- DIRECTIONS FOR THIS TASK
Set down the data below exactly; pictures stay out.

Stored data
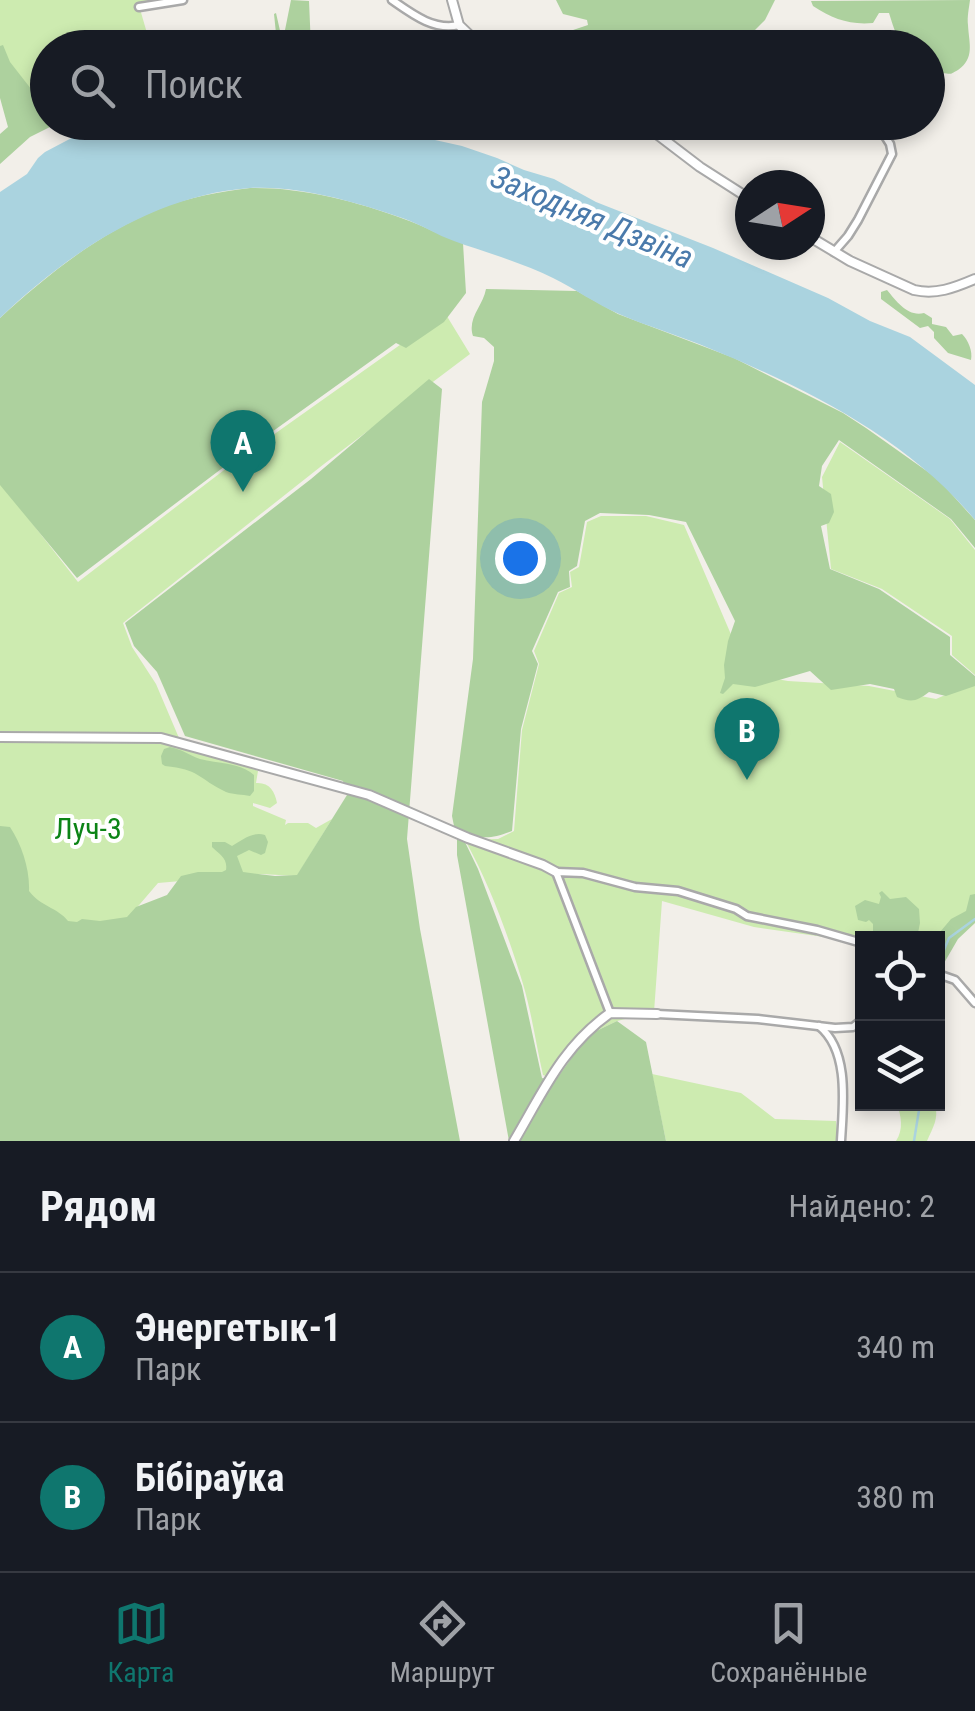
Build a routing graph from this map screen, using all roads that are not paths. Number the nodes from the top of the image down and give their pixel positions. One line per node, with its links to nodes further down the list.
1 (183, 0): 4 (street)
2 (392, 0): 5 (street)
3 (452, 0): 5 (street)
4 (143, 7)
5 (459, 25): 6 (street)
6 (464, 30)
7 (664, 140): 9 (street)
8 (887, 140): 11 (street)
9 (735, 190)
10 (825, 246): 11 (street)
11 (834, 252): 12 (street)
12 (975, 280)
13 (0, 737): 14 (street)
14 (556, 872): 15 (street); 18 (street)
15 (855, 942)
16 (945, 976): 17 (street)
17 (975, 1003)
18 (610, 1013): 19 (street); 22 (street)
19 (658, 1014): 21 (street)
20 (860, 1021): 21 (street)
21 (818, 1025): 23 (street)
22 (514, 1141)
23 (841, 1141)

- ANSWER TO THE EXERCISE
Build a routing graph from this map screen, using all roads that are not paths. Number the nodes from the top of the image down and give their pixel positions. One line per node, with its links to nodes further down the list.
1 (183, 0): 4 (street)
2 (392, 0): 5 (street)
3 (452, 0): 5 (street)
4 (143, 7)
5 (459, 25): 6 (street)
6 (464, 30)
7 (664, 140): 9 (street)
8 (887, 140): 11 (street)
9 (735, 190)
10 (825, 246): 11 (street)
11 (834, 252): 12 (street)
12 (975, 280)
13 (0, 737): 14 (street)
14 (556, 872): 15 (street); 18 (street)
15 (855, 942)
16 (945, 976): 17 (street)
17 (975, 1003)
18 (610, 1013): 19 (street); 22 (street)
19 (658, 1014): 21 (street)
20 (860, 1021): 21 (street)
21 (818, 1025): 23 (street)
22 (514, 1141)
23 (841, 1141)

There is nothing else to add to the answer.